/ Cognitive Services

Getting started with Form Recognizer (preview)

When I first heard about Form Recognizer, I thought to myself, "Wow, there are so many forms in the real world that needs to be parsed and digitilized!". Once v2 preview came out, I finally decided to build an app that will parse through all of our user feedback from the last AI Hack Day.

Form Recognizer is an Azure Cognitive Services that allow us to parse text on forms in a structured format. Now we have the ability to extract the location and size (bounding box) for where information was entered or written along with the OCR'd text values.

For feedback forms this means, I can get feedback from users by merely uploading their scanned forms to trained custom Form Recognizer.

Prerequisite

In this blog post will attempt to recognize user feedback using Form Recognizer and Form Recognizer to do custom form recognition rather than built-in one.

We'll need:

  1. Filled out forms
  2. Form Recognizer service
  3. Azure Storage Account
  4. Form Recognizer tools

This will take a bit of setup but once it's working, you can add as many projects as you want to recognize different forms.

1. Filled out forms

You'll need at least 6 filled out forms for this demo.
As co-organizer of AI Hack Day, I'm using the SSW User Group Evaluation Survey which you can download, fill out, and scan if you don't have your forms.
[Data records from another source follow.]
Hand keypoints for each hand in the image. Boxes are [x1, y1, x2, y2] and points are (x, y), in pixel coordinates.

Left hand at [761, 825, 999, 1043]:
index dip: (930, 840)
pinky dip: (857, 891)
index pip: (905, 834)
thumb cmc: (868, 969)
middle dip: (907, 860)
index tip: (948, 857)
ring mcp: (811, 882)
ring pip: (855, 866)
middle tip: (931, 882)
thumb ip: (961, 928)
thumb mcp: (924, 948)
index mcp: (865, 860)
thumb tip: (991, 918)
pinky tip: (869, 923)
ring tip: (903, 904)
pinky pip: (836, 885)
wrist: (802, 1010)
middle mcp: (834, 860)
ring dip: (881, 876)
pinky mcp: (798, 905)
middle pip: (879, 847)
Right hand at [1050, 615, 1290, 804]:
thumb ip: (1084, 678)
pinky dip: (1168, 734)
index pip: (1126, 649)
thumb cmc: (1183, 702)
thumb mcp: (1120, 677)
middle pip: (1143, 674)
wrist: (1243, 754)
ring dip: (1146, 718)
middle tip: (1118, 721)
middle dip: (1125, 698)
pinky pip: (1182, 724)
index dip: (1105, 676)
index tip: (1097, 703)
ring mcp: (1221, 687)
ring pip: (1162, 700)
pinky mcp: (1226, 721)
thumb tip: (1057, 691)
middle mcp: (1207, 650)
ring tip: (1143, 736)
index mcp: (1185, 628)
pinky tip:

Microsoft also have their own data set, if you prefer prefilled: https://github.com/Azure-Samples/cognitive-services-REST-api-samples/blob/master/curl/form-recognizer/sample_data.zip

2. Create Form Recognizer

To get started, you can either go to Azure Portal and create a new resource for Form Recognizer or use PowerShell with Azure CLI to create that resource faster.

az cognitiveservices account create --kind FormRecognizer --location EastUS --name [forms-name] --resource-group [resource-group-name] --sku F0 --yes
az cognitiveservices account keys list --name [forms-name] --resource-group [resource-group-name]

Copy Endpoint and Key1 for later use. If you forgot to copy them, you'll be able access them later from Azure Portal under Quick start in Form Recognizer resource.

form-recognizer-ps-create-service

3. Create and configure Azure Blob Storage

We need Azure Blob Storage to store our training data, which use to label our data and store the results.

Before starting, download Microsoft Azure Storage Explorer.

The easiest way to create blob storage is:

  1. Go to Azure Portal
  2. Go to your resource group
  3. On the left list click Storage
  4. Click "Storage Account - blob, file, table, queue"
  5. Basics tab
    1. Add name
    2. Change Replication to be "Locally-redundant storage (LRS)"
    3. Change Access tier to be "Cool" (we don't need high performance)
  6. Click "Review + create" and "Create" (no other changes required)
    form-recognizer-az-portal-create-storage
  7. Once resource created, open app Microsoft Azure Storage Explorer
    1. Add your subscription and find your storage account
  8. Right-click on the "Blob Containers", click "Configure CORS Settings..." and "Add"
    1. Allowed origins: *
    2. Allowed methods: DELETE,GET,HEAD,MERGE,POST,OPTIONS,PUT,PATCH
    3. Allowed headers: *
    4. Exposed headers: *
    5. Max age: 200
    6. 2x "Save"
      form-recognizer-az-portal-storage-cors-config
  9. Create a new blob container under "Blob Containers"
    1. Right-click the new container and click "Get Shared Access Signature..."
    2. Set Expiry Time to something distant
    3. Add all permissions (it will fail later on if not everything is selected)
    4. Click "Create"
    5. Copy "URL" (this URL will be lost if not copied and you need to create a new one!)
      form-recognizer-storage-create-shared-url

4. Get Form Recognizer Tools

For our demo, we'll use an existing Microsoft tool for making custom forms. Make sure you have Docker installed and running.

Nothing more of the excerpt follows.